Reportagem publicada neste sábado pela revista Veja trouxe o que seriam os primeiros nomes citados por ele. Segundo a revista, há três governadores, um ministro e pelo menos 25 deputados federais e seis senadores citados, do PT, do PMDB e PP, partidos da base aliada do governo. Veja não publicou cópia do depoimento, apenas informações apuradas sem identificação das fontes.

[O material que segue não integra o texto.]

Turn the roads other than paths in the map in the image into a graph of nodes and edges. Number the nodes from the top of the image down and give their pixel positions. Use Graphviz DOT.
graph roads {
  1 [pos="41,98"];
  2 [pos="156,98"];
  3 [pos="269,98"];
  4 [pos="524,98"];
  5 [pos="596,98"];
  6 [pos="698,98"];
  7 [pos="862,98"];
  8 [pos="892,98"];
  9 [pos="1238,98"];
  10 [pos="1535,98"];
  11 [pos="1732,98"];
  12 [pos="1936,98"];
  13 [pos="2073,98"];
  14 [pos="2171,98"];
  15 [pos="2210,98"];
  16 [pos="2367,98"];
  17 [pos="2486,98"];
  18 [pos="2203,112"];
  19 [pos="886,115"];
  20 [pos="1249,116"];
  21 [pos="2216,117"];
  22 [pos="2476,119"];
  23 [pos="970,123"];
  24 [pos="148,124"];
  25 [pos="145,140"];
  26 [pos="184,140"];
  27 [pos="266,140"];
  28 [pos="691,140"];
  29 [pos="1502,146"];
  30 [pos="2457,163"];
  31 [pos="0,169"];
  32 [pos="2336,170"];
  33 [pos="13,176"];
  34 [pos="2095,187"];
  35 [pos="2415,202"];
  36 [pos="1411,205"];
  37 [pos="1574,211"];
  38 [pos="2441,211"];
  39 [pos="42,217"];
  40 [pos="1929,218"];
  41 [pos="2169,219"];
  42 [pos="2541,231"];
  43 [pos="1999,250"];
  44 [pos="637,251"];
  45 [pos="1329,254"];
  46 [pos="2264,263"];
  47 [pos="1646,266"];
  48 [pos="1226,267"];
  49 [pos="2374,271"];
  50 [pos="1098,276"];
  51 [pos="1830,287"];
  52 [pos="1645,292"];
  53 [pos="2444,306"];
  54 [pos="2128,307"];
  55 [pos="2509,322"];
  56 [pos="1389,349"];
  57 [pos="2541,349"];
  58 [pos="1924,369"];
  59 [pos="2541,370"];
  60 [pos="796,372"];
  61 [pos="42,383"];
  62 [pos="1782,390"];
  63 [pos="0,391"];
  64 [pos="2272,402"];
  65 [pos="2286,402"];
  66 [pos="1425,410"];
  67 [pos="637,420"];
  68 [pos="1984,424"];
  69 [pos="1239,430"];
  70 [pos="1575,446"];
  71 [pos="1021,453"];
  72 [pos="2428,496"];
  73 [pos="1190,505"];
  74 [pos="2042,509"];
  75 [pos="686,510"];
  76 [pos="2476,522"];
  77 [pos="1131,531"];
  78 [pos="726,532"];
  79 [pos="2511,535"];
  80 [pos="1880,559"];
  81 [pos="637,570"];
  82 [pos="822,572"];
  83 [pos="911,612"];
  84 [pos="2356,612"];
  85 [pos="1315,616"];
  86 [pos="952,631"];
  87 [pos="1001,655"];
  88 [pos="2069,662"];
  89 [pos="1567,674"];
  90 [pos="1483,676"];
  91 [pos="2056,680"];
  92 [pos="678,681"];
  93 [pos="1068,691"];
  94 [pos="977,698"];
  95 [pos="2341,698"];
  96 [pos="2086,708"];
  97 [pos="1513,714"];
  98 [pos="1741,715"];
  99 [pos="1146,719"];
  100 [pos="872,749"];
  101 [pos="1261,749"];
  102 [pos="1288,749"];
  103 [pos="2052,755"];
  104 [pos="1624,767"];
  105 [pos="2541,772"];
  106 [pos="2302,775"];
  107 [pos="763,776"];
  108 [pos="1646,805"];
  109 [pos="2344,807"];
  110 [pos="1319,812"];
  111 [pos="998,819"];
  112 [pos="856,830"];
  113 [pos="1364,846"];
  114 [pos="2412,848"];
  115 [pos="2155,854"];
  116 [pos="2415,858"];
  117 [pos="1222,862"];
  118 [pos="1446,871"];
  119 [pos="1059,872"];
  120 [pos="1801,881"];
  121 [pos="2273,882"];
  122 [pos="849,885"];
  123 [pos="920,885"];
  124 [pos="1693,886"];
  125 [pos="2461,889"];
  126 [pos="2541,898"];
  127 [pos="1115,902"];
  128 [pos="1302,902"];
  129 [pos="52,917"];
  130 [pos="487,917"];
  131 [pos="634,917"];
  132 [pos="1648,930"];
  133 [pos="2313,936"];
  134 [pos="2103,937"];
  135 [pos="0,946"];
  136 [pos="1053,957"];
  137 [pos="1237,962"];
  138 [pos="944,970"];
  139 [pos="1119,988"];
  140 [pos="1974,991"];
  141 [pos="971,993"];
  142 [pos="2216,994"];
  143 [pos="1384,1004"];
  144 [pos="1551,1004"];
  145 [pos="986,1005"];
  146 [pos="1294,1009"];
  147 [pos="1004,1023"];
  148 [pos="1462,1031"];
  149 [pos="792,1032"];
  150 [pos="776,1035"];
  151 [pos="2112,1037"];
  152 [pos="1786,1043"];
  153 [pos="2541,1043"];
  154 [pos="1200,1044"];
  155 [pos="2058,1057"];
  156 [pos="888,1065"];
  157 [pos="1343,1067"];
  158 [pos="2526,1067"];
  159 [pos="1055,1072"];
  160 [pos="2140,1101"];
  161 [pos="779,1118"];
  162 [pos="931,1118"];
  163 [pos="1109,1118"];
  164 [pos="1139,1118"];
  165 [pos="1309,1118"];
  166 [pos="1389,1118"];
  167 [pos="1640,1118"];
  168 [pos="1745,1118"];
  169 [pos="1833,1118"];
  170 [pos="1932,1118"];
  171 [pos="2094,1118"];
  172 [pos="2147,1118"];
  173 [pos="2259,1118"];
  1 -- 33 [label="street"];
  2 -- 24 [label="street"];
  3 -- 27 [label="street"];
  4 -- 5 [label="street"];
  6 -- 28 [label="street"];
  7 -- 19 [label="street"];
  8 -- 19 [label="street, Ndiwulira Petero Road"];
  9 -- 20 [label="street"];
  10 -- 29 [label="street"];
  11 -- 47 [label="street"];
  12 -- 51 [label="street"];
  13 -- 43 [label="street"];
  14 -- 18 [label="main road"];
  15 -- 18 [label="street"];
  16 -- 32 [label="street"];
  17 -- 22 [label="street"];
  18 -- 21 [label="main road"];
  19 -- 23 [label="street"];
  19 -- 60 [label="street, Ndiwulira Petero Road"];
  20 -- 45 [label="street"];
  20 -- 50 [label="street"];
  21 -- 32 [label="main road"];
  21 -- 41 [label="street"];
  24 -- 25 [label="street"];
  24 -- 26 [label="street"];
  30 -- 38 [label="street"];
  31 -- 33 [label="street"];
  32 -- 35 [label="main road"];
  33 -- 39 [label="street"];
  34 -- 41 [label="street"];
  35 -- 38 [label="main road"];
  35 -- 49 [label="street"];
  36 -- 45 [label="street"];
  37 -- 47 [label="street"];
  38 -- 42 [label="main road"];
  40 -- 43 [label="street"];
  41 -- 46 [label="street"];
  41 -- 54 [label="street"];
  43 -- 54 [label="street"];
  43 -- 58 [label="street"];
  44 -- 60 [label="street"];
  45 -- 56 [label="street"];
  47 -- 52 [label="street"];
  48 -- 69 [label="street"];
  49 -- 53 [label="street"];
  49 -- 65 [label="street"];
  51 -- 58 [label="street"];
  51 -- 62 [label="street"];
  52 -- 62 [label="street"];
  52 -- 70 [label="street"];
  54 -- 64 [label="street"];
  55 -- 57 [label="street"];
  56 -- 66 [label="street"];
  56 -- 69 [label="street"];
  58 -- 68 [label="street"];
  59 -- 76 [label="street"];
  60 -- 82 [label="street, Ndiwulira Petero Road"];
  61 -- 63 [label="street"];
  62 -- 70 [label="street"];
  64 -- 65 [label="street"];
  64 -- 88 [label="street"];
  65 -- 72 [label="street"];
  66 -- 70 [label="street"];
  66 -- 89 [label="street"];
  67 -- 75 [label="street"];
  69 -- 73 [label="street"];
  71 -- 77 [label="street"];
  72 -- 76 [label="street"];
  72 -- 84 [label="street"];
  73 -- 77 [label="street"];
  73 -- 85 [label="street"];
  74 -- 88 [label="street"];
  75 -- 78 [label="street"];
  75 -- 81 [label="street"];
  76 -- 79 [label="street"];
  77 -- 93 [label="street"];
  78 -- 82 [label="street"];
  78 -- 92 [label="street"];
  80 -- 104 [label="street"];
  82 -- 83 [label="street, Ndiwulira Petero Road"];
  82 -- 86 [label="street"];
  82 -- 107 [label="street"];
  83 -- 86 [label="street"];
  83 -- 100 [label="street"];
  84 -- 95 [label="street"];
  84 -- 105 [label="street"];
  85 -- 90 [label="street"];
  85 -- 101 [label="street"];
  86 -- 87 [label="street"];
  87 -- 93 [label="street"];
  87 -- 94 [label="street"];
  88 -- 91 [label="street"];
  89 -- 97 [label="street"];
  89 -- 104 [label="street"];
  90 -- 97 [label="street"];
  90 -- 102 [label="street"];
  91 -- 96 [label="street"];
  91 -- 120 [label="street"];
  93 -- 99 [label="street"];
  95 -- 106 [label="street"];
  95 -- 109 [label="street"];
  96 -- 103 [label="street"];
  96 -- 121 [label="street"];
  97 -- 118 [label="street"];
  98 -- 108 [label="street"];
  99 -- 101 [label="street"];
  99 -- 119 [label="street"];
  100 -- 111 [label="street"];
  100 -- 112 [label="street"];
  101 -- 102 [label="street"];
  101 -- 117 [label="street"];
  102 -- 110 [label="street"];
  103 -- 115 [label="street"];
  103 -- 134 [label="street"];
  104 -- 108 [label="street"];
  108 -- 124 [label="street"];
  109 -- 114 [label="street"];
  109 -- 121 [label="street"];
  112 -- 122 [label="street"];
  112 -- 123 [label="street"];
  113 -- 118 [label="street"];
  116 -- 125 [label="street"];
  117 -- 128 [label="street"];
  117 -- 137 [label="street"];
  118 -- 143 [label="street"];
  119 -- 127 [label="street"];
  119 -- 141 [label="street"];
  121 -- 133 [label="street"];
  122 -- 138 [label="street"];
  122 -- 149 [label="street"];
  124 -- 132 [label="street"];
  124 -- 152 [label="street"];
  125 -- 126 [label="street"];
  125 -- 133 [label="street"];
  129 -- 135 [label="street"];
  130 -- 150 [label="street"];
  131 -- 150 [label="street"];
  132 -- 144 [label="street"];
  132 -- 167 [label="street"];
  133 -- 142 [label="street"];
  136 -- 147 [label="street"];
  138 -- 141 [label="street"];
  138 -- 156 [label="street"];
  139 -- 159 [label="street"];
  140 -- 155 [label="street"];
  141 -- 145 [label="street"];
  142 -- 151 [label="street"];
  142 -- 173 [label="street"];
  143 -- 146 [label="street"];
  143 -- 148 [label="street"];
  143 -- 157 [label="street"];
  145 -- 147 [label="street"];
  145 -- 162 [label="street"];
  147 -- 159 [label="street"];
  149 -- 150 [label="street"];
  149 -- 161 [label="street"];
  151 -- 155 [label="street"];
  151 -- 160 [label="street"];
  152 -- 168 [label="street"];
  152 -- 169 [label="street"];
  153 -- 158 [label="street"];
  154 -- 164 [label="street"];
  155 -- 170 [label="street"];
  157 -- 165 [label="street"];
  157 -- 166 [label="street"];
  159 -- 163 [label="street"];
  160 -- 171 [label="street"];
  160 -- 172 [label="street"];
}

Mesmo assim, a publicação de nomes teve repercussão imediata na imprensa e no mundo político.
Os citados como beneficiários do esquema são o ministro Edison Lobão, de Minas e Energia, do PMDB do Maranhão; o presidente da Câmara, Henrique Eduardo Alves, do PMDB, atual candidato ao governo do Rio Grande do Norte; o presidente do Senado, Renan Calheiros, do PMDB de Alagoas; os senadores Ciro Nogueira, do PP do Piauí, e Romero Jucá, do PMDB de Roraima. Entre os deputados estão o petista Cândido Vaccarezza, de São Paulo, e João Pizzolatti, do PP de Santa Catarina. O ex-ministro das Cidades e ex-deputado Mario Negromonte, do PP, é outro apontado no depoimento, segundo a Veja.
Segundo a revista, da lista de três governadores, todos são de estados onde a Petrobras tem grandes projetos em curso: Sérgio Cabral, do PMDB, ex-governador do Rio; Roseana Sarney, do PMDB, atual governadora do Maranhão; e Eduardo Campos, ex-governador de Pernambuco e candidato à Presidência da República pelo PSB, morto no mês passado, e substituído na candidatura por Marina Silva.
A reportagem também afirma que Paulo Roberto admitiu pela primeira vez que empreiteiras contratadas pela Petrobras tinham, obrigatoriamente, que contribuir para um caixa paralelo para partidos e políticos de diferentes legendas da base aliada do governo. E que, no PT, o operador encarregado de fazer a ponte com o esquema era o tesoureiro do partido, João Vaccari Neto. A revista não revelou se Paulo Roberto citou os nomes das empreiteiras.
Ainda de acordo com a reportagem, Paulo Roberto afirmou que a compra da refinaria de Pasadena, nos Estados Unidos, serviu para abastecer o caixa de partidos e para pagar propina aos envolvidos na transação.